Vous garderez tout, n’est-ce pas ?
– Sais-tu que tes airs mystérieux m’intriguent ? Tu me caches quelque chose.
– Je tiens à ce que vous gardiez l’argent, voilà tout, répliquai-je. Est-ce que je n’ai pas le droit de vous le donner ? Je suis venu exprès pour cela. Ne m’en demandez pas davantage.
– Oh ! oh ! dit-il après m’avoir regardé un instant, je crois deviner, et je vais tâcher de te tirer d’embarras... Non, tu n’as pas le droit de me donner ton bien à titre gratuit ; mais la loi te permet de me le vendre.
Il griffonna une ligne ou deux sur une feuille de papier, qu’il me fit signer, et, après m’avoir lu ce qu’il venait d’écrire, il ajouta :
– Vois-tu, c’est là un acte de vente. Un simple don ne serait pas valable. Voilà un dollar qui représente le prix d’achat. Mets-le dans ta poche. Maintenant, tu peux affirmer que tu as cédé les sommes placées en ton nom, que tu as reçu un équivalent en échange et que tu ne possèdes plus rien. Un homme de loi te répondrait que tu n’es pas majeur et que ta signature n’a aucune valeur ; mais tu n’as pas affaire à un homme de loi, hein ? Cela te suffira pour le moment, je pense ? Si quelqu’un cherche à mettre la main sur tes fonds, tu me l’enverras et nous verrons.
– Merci, monsieur Thatcher ; vous m’enlevez une grosse épine du pied. J’ai eu raison de m’adresser à vous.
– Eh bien, puisque tu as confiance en moi, pourquoi ces cachotteries ? Ton père est de retour ?

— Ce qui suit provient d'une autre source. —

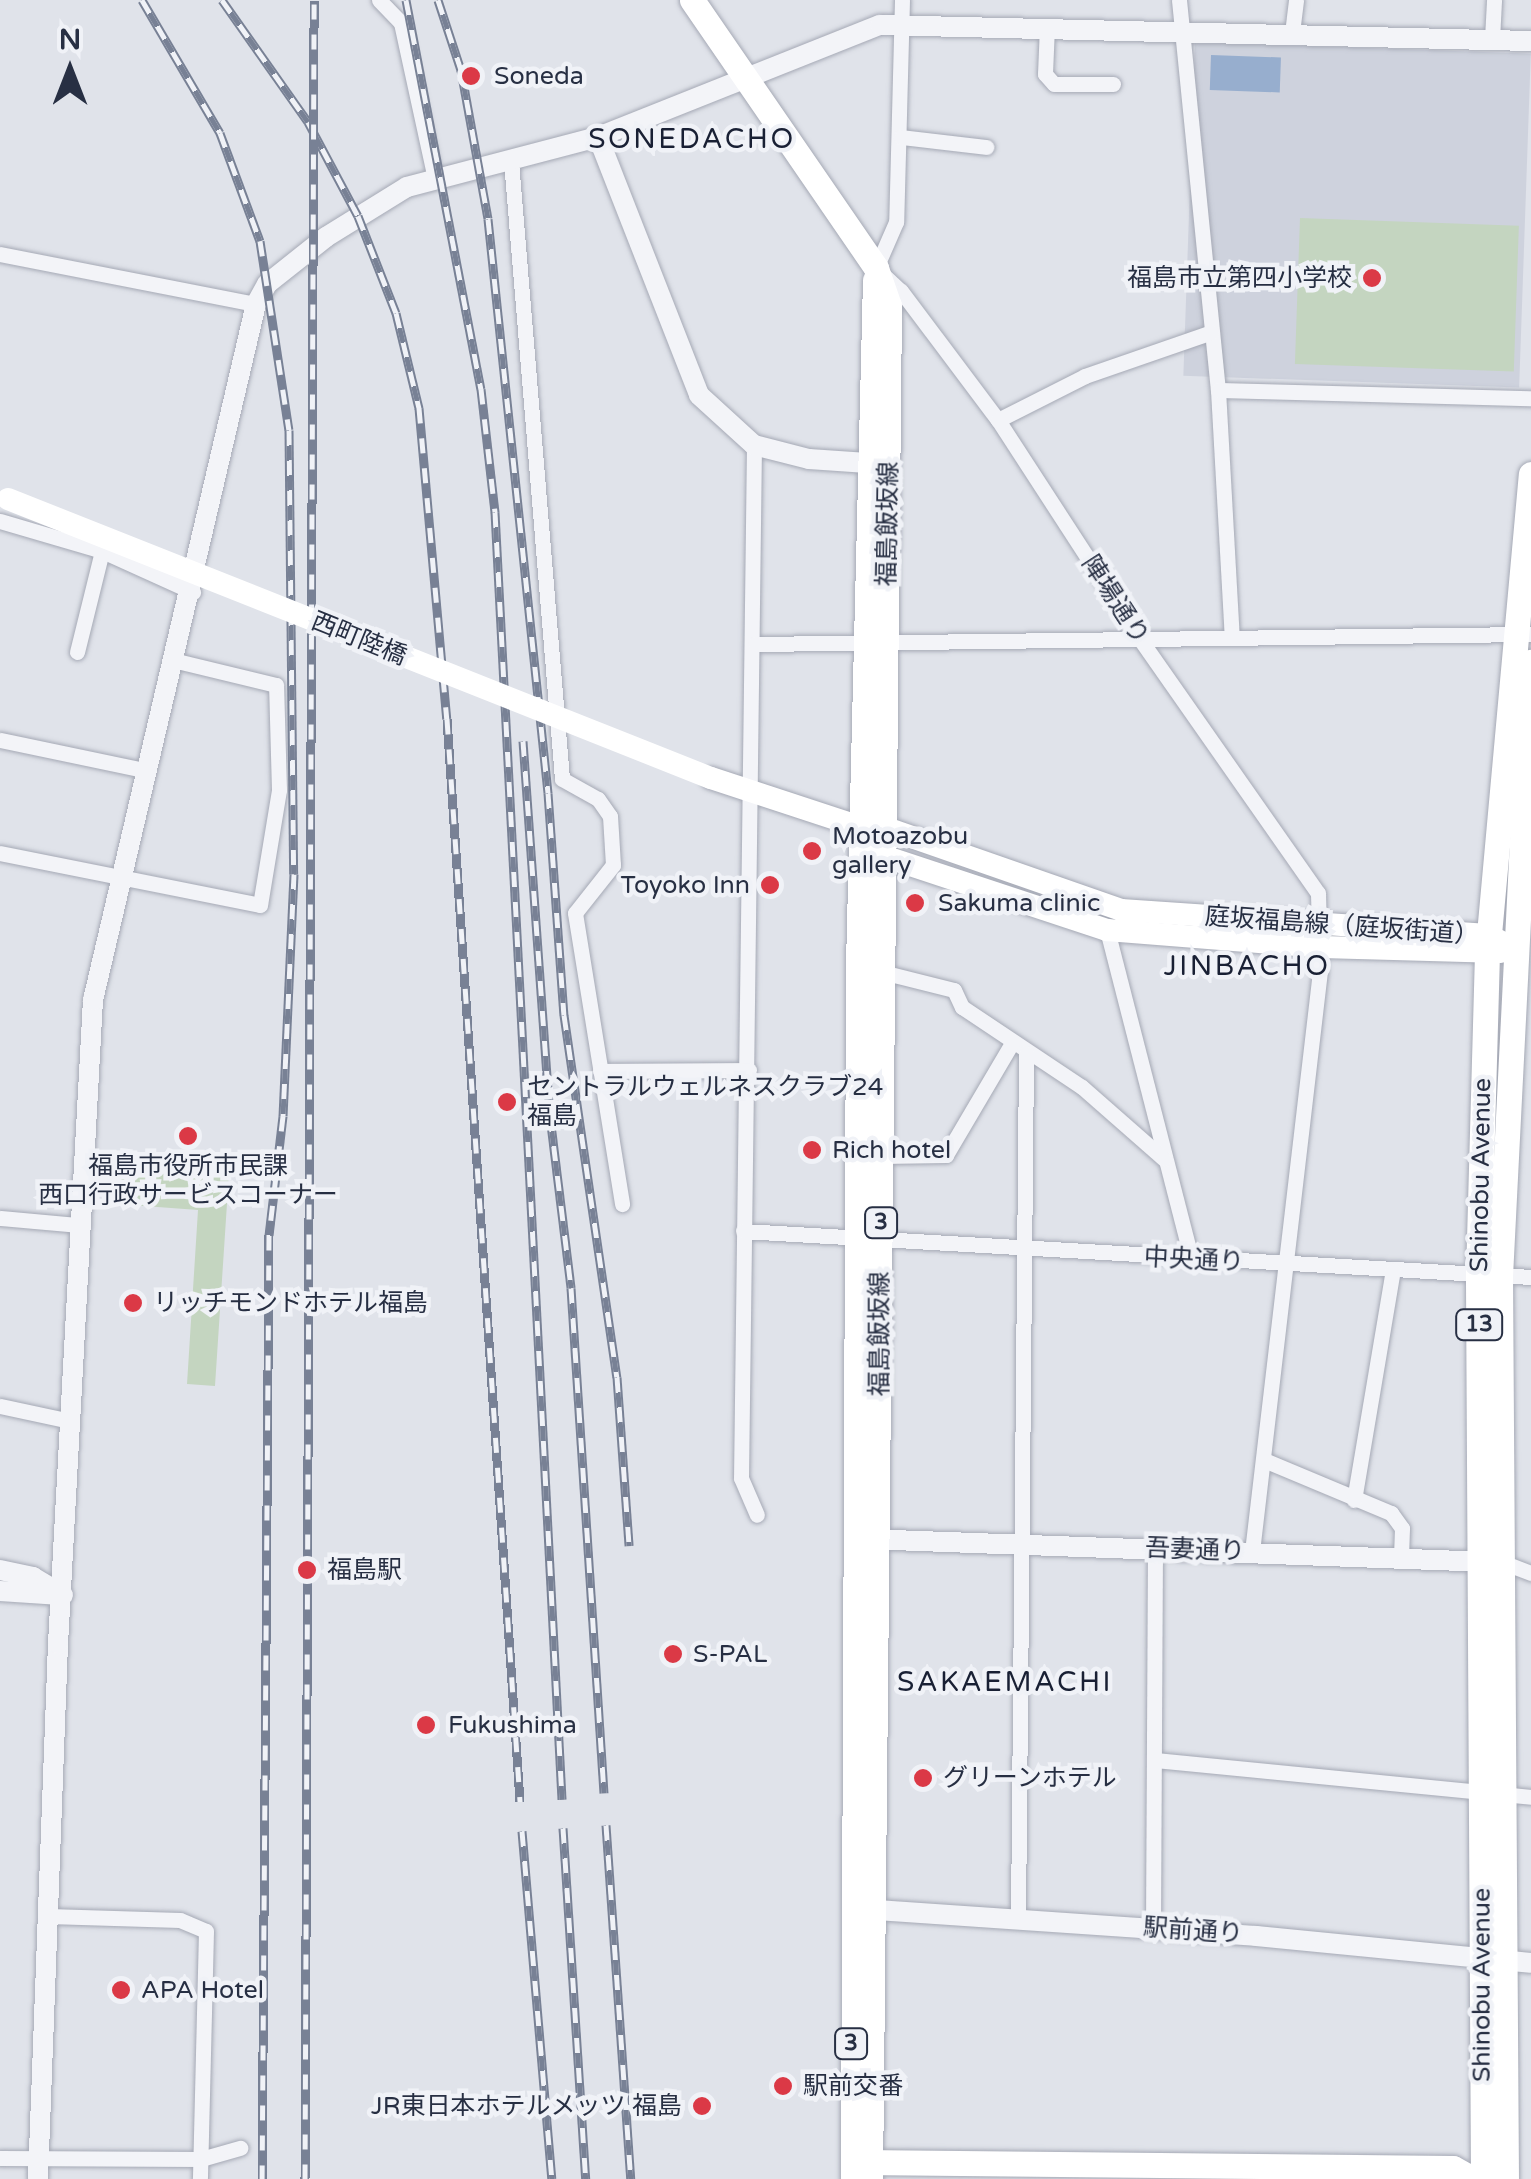 <!DOCTYPE html>
<meta charset="utf-8">
<style>
body{margin:0}
#map{position:relative;width:1531px;height:2179px;overflow:hidden;background:#e0e3ea;font-family:"Varela Round","Noto Sans JP",sans-serif}
div>[style]{position:absolute}
.built>*{inset:0;background:#ced2dd;transform-origin:0 0}
.green>*{inset:0;background:#c4d5c0;transform-origin:0 0}
.water>*{inset:0;background:#97aece;transform-origin:0 0}
.roads{filter:drop-shadow(0 0 2px #a5a9b5) drop-shadow(0 0 2px #a5a9b5)}
.minor>*{height:15px;margin:-7.5px;padding:0 7.5px;transform-origin:7.5px;border-radius:7.5px;background:#f3f4f8}
.tertiary>*{height:20px;margin:-10px;padding:0 10px;transform-origin:10px;border-radius:10px;background:#f3f4f8}
.secondary>*{height:22px;margin:-11px;padding:0 11px;transform-origin:11px;border-radius:11px;background:#fff}
.primary>*{height:25px;margin:-12.5px;padding:0 12.5px;transform-origin:12.5px;border-radius:12.5px;background:#fff}
.trunk>*{height:25px;margin:-12.5px;padding:0 12.5px;transform-origin:12.5px;border-radius:12.5px;background:#fff}
.rail>*{height:9px;margin-top:-4.5px;transform-origin:0;background:repeating-linear-gradient(90deg,#f0f2f7 0 15px,#788195 0 30px);box-sizing:border-box;border-block:2px solid #788195}
.secondary-bridge>*{height:22px;margin:-11px;padding:0 11px;transform-origin:11px;border-radius:11px;background:#fff}
.dots>*{width:28px;height:28px;translate:-50% -50%;box-sizing:border-box;border:5px solid #f0f2f7;border-radius:50%}
span{translate:-50% -50%;white-space:nowrap;text-align:center;line-height:1.15;-webkit-text-stroke:9px #f0f2f7;paint-order:stroke}
.shield-label span{padding:2px 8px;background:#f0f2f7;border:2px solid;border-radius:8px;-webkit-text-stroke-width:0}
.shield-label{font-size:22px;color:#272f43;font-weight:700}
.poi-label{font-size:25px;color:#272f43}
.left{translate:0 -50%;text-align:left}
.right{translate:-100% -50%;text-align:right}
.street-label{font-size:25px;color:#272f43}
.neighbourhood-label{font-size:28px;color:#192034;letter-spacing:2.5px}
.north{position:absolute;left:20px;top:20px;width:100px;height:100px;-webkit-text-stroke:8px #f0f2f7;paint-order:stroke;rotate:0deg;font-size:28px;font-weight:700;line-height:40px;text-align:center;color:#272f43}
.north::after{content:'';display:block;margin:auto;width:35px;height:45px;background:#272f43;clip-path:polygon(50% 0,100% 100%,50% 72%,0 100%)}
</style>
<div id="map">
<div class="built">
<i style="left:1195px;top:42px;width:336px;height:334px;rotate:2deg"></i>
</div>
<div class="green">
<i style="left:1300px;top:218px;width:219px;height:146px;rotate:2deg"></i>
<i style="clip-path:polygon(121px 1151px,230px 1158px,215px 1386px,187px 1384px,198px 1210px,117px 1204px)"></i>
</div>
<div class="water">
<i style="left:1211px;top:55px;width:70px;height:35px;rotate:2deg"></i>
</div>
<div class="roads">
<div class="minor">
<i style="left:379px;top:0;width:32px;rotate:46deg"></i>
<i style="left:401px;top:23px;width:160px;rotate:77.7deg"></i>
<i style="left:902px;top:0;width:222px;rotate:91.5deg"></i>
<i style="left:896px;top:222px;width:50px;rotate:113.5deg"></i>
<i style="left:876px;top:268px;width:34px;rotate:43deg"></i>
<i style="left:901px;top:291px;width:161px;rotate:53.1deg"></i>
<i style="left:998px;top:420px;width:261px;rotate:57deg"></i>
<i style="left:1140px;top:639px;width:310px;rotate:55deg"></i>
<i style="left:1318px;top:893px;width:78px;rotate:88.5deg"></i>
<i style="left:1320px;top:971px;width:585px;rotate:96.68deg"></i>
<i style="left:1179px;top:0;width:392px;rotate:84.3deg"></i>
<i style="left:1218px;top:390px;width:247px;rotate:86.8deg"></i>
<i style="left:1047px;top:26px;width:48px;rotate:92.4deg"></i>
<i style="left:1045px;top:74px;width:13px;rotate:48deg"></i>
<i style="left:1054px;top:84px;width:59px"></i>
<i style="left:1292px;top:33px;width:33px;rotate:-83deg"></i>
<i style="left:1492px;top:39px;width:39px;rotate:-87deg"></i>
<i style="left:901px;top:137px;width:86px;rotate:6.7deg"></i>
<i style="left:511px;top:161px;width:620px;rotate:85.28deg"></i>
<i style="left:562px;top:779px;width:41px;rotate:29.1deg"></i>
<i style="left:598px;top:799px;width:21px;rotate:55deg"></i>
<i style="left:610px;top:816px;width:49px;rotate:86.5deg"></i>
<i style="left:613px;top:865px;width:61px;rotate:128.4deg"></i>
<i style="left:575px;top:913px;width:295px;rotate:80.8deg"></i>
<i style="left:0;top:254px;width:261px;rotate:11.1deg"></i>
<i style="left:1218px;top:390px;width:313px;rotate:1.5deg"></i>
<i style="left:998px;top:420px;width:97px;rotate:-26.8deg"></i>
<i style="left:1085px;top:376px;width:134px;rotate:-19.1deg"></i>
<i style="left:754px;top:445px;width:1033px;rotate:90.72deg"></i>
<i style="left:741px;top:1478px;width:40px;rotate:66.6deg"></i>
<i style="left:0;top:521px;width:106px;rotate:16.4deg"></i>
<i style="left:102px;top:551px;width:100px;rotate:24.3deg"></i>
<i style="left:755px;top:644px;width:776px;rotate:-0.74deg"></i>
<i style="left:77px;top:652px;width:104px;rotate:-76.1deg"></i>
<i style="left:0;top:740px;width:151px;rotate:11.8deg"></i>
<i style="left:0;top:853px;width:265px;rotate:11.3deg"></i>
<i style="left:260px;top:905px;width:117px;rotate:-80.6deg"></i>
<i style="left:279px;top:790px;width:105px;rotate:-91.6deg"></i>
<i style="left:276px;top:685px;width:102px;rotate:-166.4deg"></i>
<i style="left:1107px;top:930px;width:341px;rotate:75.6deg"></i>
<i style="left:882px;top:972px;width:74px;rotate:14deg"></i>
<i style="left:954px;top:990px;width:19px;rotate:65deg"></i>
<i style="left:962px;top:1007px;width:144px;rotate:33.7deg"></i>
<i style="left:1082px;top:1087px;width:109px;rotate:41.3deg"></i>
<i style="left:600px;top:1071px;width:149px;rotate:-0.4deg"></i>
<i style="left:881px;top:1156px;width:65px;rotate:-0.9deg"></i>
<i style="left:946px;top:1155px;width:130px;rotate:-59.5deg"></i>
<i style="left:0;top:1218px;width:78px;rotate:5.1deg"></i>
<i style="left:743px;top:1231px;width:789px;rotate:3.34deg"></i>
<i style="left:0;top:1406px;width:72px;rotate:12.1deg"></i>
<i style="left:1264px;top:1460px;width:138px;rotate:22.7deg"></i>
<i style="left:1391px;top:1513px;width:19px;rotate:54deg"></i>
<i style="left:1402px;top:1528px;width:30px;rotate:92deg"></i>
<i style="left:1354px;top:1500px;width:233px;rotate:-80.4deg"></i>
<i style="left:1502px;top:1562px;width:31px;rotate:21deg"></i>
<i style="left:1155px;top:1760px;width:378px;rotate:5.6deg"></i>
<i style="left:48px;top:1916px;width:132px;rotate:1.7deg"></i>
<i style="left:180px;top:1920px;width:28px;rotate:23deg"></i>
<i style="left:206px;top:1931px;width:248px;rotate:91.4deg"></i>
<i style="left:1018px;top:1919px;width:866px;rotate:-89.47deg"></i>
<i style="left:1153px;top:1929px;width:380px;rotate:-89.7deg"></i>
<i style="left:0;top:2158px;width:201px;rotate:0.3deg"></i>
<i style="left:201px;top:2159px;width:41px;rotate:-15.8deg"></i>
</div>
<div class="tertiary">
<i style="left:598px;top:137px;width:277px;rotate:68.6deg"></i>
<i style="left:699px;top:395px;width:74px;rotate:42.3deg"></i>
<i style="left:754px;top:445px;width:57px;rotate:14.3deg"></i>
<i style="left:809px;top:459px;width:73px;rotate:3.9deg"></i>
<i style="left:865px;top:1539px;width:625px;rotate:2.11deg"></i>
<i style="left:0;top:1570px;width:34px;rotate:12deg"></i>
<i style="left:33px;top:1577px;width:35px;rotate:31deg"></i>
<i style="left:0;top:1591px;width:61px;rotate:3.8deg"></i>
<i style="left:861px;top:1909px;width:396px;rotate:3.9deg"></i>
<i style="left:1256px;top:1936px;width:276px;rotate:5.6deg"></i>
<i style="left:38px;top:2179px;width:535px;rotate:-87.86deg"></i>
<i style="left:58px;top:1644px;width:645px;rotate:-86.89deg"></i>
<i style="left:93px;top:1000px;width:715px;rotate:-76.82deg"></i>
<i style="left:256px;top:304px;width:23px;rotate:-61deg"></i>
<i style="left:267px;top:284px;width:75px;rotate:-38.5deg"></i>
<i style="left:326px;top:237px;width:95px;rotate:-31.7deg"></i>
<i style="left:407px;top:187px;width:197px;rotate:-14.7deg"></i>
<i style="left:598px;top:137px;width:303px;rotate:-21.7deg"></i>
<i style="left:880px;top:25px;width:651px;rotate:1.41deg"></i>
</div>
<div class="secondary">
<i style="left:711px;top:778px;width:157px;rotate:18.2deg"></i>
<i style="left:860px;top:827px;width:23px"></i>
<i style="left:883px;top:827px;width:252px;rotate:19.2deg"></i>
<i style="left:1121px;top:910px;width:368px;rotate:3.9deg"></i>
<i style="left:1488px;top:935px;width:16px;rotate:27deg"></i>
<i style="left:873px;top:842px;width:17px;rotate:54deg"></i>
<i style="left:883px;top:856px;width:236px;rotate:18.3deg"></i>
<i style="left:1107px;top:930px;width:216px;rotate:4.5deg"></i>
<i style="left:1322px;top:947px;width:179px;rotate:1.6deg"></i>
</div>
<div class="primary">
<i style="left:692px;top:0;width:325px;rotate:55.5deg"></i>
<i style="left:876px;top:268px;width:39px;rotate:71deg"></i>
<i style="left:889px;top:305px;width:1874px;rotate:90.58deg"></i>
<i style="left:860px;top:2162px;width:593px;rotate:0.58deg"></i>
<i style="left:1453px;top:2168px;width:23px;rotate:29deg"></i>
<i style="left:853px;top:2179px;width:1214px;rotate:-89.76deg"></i>
<i style="left:858px;top:965px;width:685px;rotate:-88.58deg"></i>
</div>
<div class="trunk">
<i style="left:1483px;top:2179px;width:904px;rotate:-90.32deg"></i>
<i style="left:1478px;top:1275px;width:319px;rotate:-88.4deg"></i>
<i style="left:1487px;top:956px;width:484px;rotate:-84.8deg"></i>
<i style="left:1506px;top:2179px;width:903px;rotate:-90.38deg"></i>
<i style="left:1500px;top:1276px;width:615px;rotate:-87.11deg"></i>
</div>
</div>
<div class="rail">
<i style="left:142px;top:0;width:154px;rotate:59.6deg"></i>
<i style="left:220px;top:133px;width:115px;rotate:69.7deg"></i>
<i style="left:260px;top:241px;width:191px;rotate:81.3deg"></i>
<i style="left:289px;top:430px;width:444px;rotate:89.4deg"></i>
<i style="left:294px;top:874px;width:242px;rotate:92.6deg"></i>
<i style="left:283px;top:1116px;width:120px;rotate:96.7deg"></i>
<i style="left:269px;top:1235px;width:944px;rotate:90.42deg"></i>
<i style="left:222px;top:0;width:149px;rotate:54.8deg"></i>
<i style="left:308px;top:122px;width:106px;rotate:62deg"></i>
<i style="left:358px;top:216px;width:104px;rotate:68.6deg"></i>
<i style="left:396px;top:313px;width:98px;rotate:76.4deg"></i>
<i style="left:419px;top:408px;width:312px;rotate:84.9deg"></i>
<i style="left:447px;top:719px;width:1085px;rotate:86.14deg"></i>
<i style="left:406px;top:0;width:396px;rotate:79.1deg"></i>
<i style="left:481px;top:389px;width:124px;rotate:83.5deg"></i>
<i style="left:495px;top:512px;width:1289px;rotate:87.02deg"></i>
<i style="left:438px;top:0;width:74px;rotate:71.8deg"></i>
<i style="left:461px;top:70px;width:151px;rotate:79.7deg"></i>
<i style="left:488px;top:219px;width:577px;rotate:84.03deg"></i>
<i style="left:548px;top:793px;width:223px;rotate:85.9deg"></i>
<i style="left:564px;top:1015px;width:366px;rotate:81.7deg"></i>
<i style="left:617px;top:1377px;width:169px;rotate:85.9deg"></i>
<i style="left:523px;top:741px;width:376px;rotate:85.9deg"></i>
<i style="left:550px;top:1116px;width:173px;rotate:83deg"></i>
<i style="left:571px;top:1288px;width:506px;rotate:86.26deg"></i>
<i style="left:606px;top:1825px;width:355px;rotate:86deg"></i>
<i style="left:563px;top:1828px;width:352px;rotate:86.3deg"></i>
<i style="left:522px;top:1831px;width:349px;rotate:85.1deg"></i>
<i style="left:305px;top:2179px;width:2179px;rotate:-89.76deg"></i>
</div>
<div class="secondary-bridge">
<i style="left:8px;top:499px;width:756px;rotate:21.65deg"></i>
</div>
<div class="dots">
<i style="left:471px;top:76px;background:#db3946"></i>
<i style="left:1372px;top:278px;background:#db3946"></i>
<i style="left:812px;top:851px;background:#db3946"></i>
<i style="left:770px;top:885px;background:#db3946"></i>
<i style="left:915px;top:903px;background:#db3946"></i>
<i style="left:507px;top:1102px;background:#db3946"></i>
<i style="left:188px;top:1136px;background:#db3946"></i>
<i style="left:812px;top:1150px;background:#db3946"></i>
<i style="left:133px;top:1303px;background:#db3946"></i>
<i style="left:307px;top:1570px;background:#db3946"></i>
<i style="left:673px;top:1654px;background:#db3946"></i>
<i style="left:426px;top:1725px;background:#db3946"></i>
<i style="left:923px;top:1778px;background:#db3946"></i>
<i style="left:121px;top:1990px;background:#db3946"></i>
<i style="left:783px;top:2086px;background:#db3946"></i>
<i style="left:702px;top:2106px;background:#db3946"></i>
</div>
<div class="shield-label">
<span style="left:881px;top:1223px">3</span>
<span style="left:1479px;top:1325px">13</span>
<span style="left:851px;top:2044px">3</span>
</div>
<div class="poi-label">
<span class="left" style="left:494px;top:76px">Soneda</span>
<span class="right" style="left:1352px;top:278px">福島市立第四小学校</span>
<span class="left" style="left:832px;top:851px">Motoazobu<br>gallery</span>
<span class="right" style="left:750px;top:885px">Toyoko Inn</span>
<span class="left" style="left:938px;top:903px">Sakuma clinic</span>
<span class="left" style="left:527px;top:1102px">セントラルウェルネスクラブ24<br>福島</span>
<span class="left" style="left:832px;top:1150px">Rich hotel</span>
<span style="left:188px;top:1181px">福島市役所市民課<br>西口行政サービスコーナー</span>
<span class="left" style="left:153px;top:1303px">リッチモンドホテル福島</span>
<span class="left" style="left:327px;top:1570px">福島駅</span>
<span class="left" style="left:693px;top:1654px">S-PAL</span>
<span class="left" style="left:448px;top:1725px">Fukushima</span>
<span class="left" style="left:943px;top:1778px">グリーンホテル</span>
<span class="left" style="left:141px;top:1990px">APA Hotel</span>
<span class="left" style="left:803px;top:2086px">駅前交番</span>
<span class="right" style="left:682px;top:2106px">JR東日本ホテルメッツ 福島</span>
</div>
<div class="street-label">
<span style="left:888px;top:524px;rotate:-89deg">福島飯坂線</span>
<span style="left:1115px;top:600px;rotate:57deg">陣場通り</span>
<span style="left:359px;top:639px;rotate:22deg">西町陸橋</span>
<span style="left:1342px;top:926px;rotate:4deg">庭坂福島線（庭坂街道）</span>
<span style="left:1481px;top:1175px;rotate:-89deg">Shinobu Avenue</span>
<span style="left:1194px;top:1260px;rotate:3deg">中央通り</span>
<span style="left:880px;top:1334px;rotate:-90deg">福島飯坂線</span>
<span style="left:1195px;top:1550px;rotate:2deg">吾妻通り</span>
<span style="left:1193px;top:1931px;rotate:4deg">駅前通り</span>
<span style="left:1482px;top:1985px;rotate:-90deg">Shinobu Avenue</span>
</div>
<div class="neighbourhood-label">
<span style="left:692px;top:139px">SONEDACHO</span>
<span style="left:1247px;top:966px">JINBACHO</span>
<span style="left:1005px;top:1682px">SAKAEMACHI</span>
</div>
<div class="north">N</div>
</div>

– Je n’en suis pas sûr ; mais il plante toujours des clous dans le talon de sa botte gauche, de façon à former une croix pour tenir le diable à distance, et j’ai vu sa marque sur la neige.
– Bah ! ton père n’est certes pas le seul citoyen de Saint-Pétersbourg dont la botte gauche porte un ornement pareil. C’est égal, Huck, nous finirons par te civiliser. Tu es un malin.
Il était plus malin que moi, car il avait tout compris dès le premier mot. Cependant, pour peu qu’il eût continué son interrogatoire, je serais resté fort embarrassé. Je craignais mon père, dont je n’avais jamais eu à me louer, et, d’un autre côté, l’idée de travailler du matin au soir, comme les gens civilisés dont on me citait sans cesse l’exemple, ne me souriait guère. Bref, j’étais fort tracassé. La veuve, qui me trouva en train de broyer du noir, me fit causer, et elle crut me rassurer en me disant :
– Ne t’inquiète pas. Je ne t’abandonnerai pas, lors même que M. Thatcher garderait pour lui tes six mille dollars.
– Il ne les gardera pas pour lui, répliquai-je ; ce serait trop de chance. On ne me laissera jamais tranquille. J’avais raison de ne pas vouloir être riche.
– Tu changeras d’avis un de ces jours, me dit la veuve en riant.
– En tout cas, mon père ne gagnerait rien à devenir riche, et j’aimerais mieux donner l’argent à un autre – à M. Thatcher ou à vous, par exemple.
– Comment ! tu ne veux pas que ton père profite de la fortune que tu dois au hasard ?
– Non. Avec de l’argent plein les poches, il ne travaillerait plus du tout, et alors...
– Ah ! c’est vrai, mon pauvre Huck, j’oubliais. Sans lui, tu ne serais pas le petit sauvage que nous avons tant de peine à apprivoiser. Enfin, il faut espérer que M. Thatcher a raison et que tu en seras quitte pour la peur.
Moi, je savais mieux qu’elle que M. Thatcher se trompait. Ce n’est pas pour rien qu’on renverse une salière. Lorsque je montai ce soir-là dans ma chambre, j’y trouvai mon père. Je m’étais retourné en entrant afin de fermer la porte, et à peine me fus-je retourné de nouveau, que je l’aperçus. Je ne m’attendais pas à le rencontrer si tôt et je me sentis d’abord effrayé.
Il avait près de cinquante ans et on les lui aurait donnés.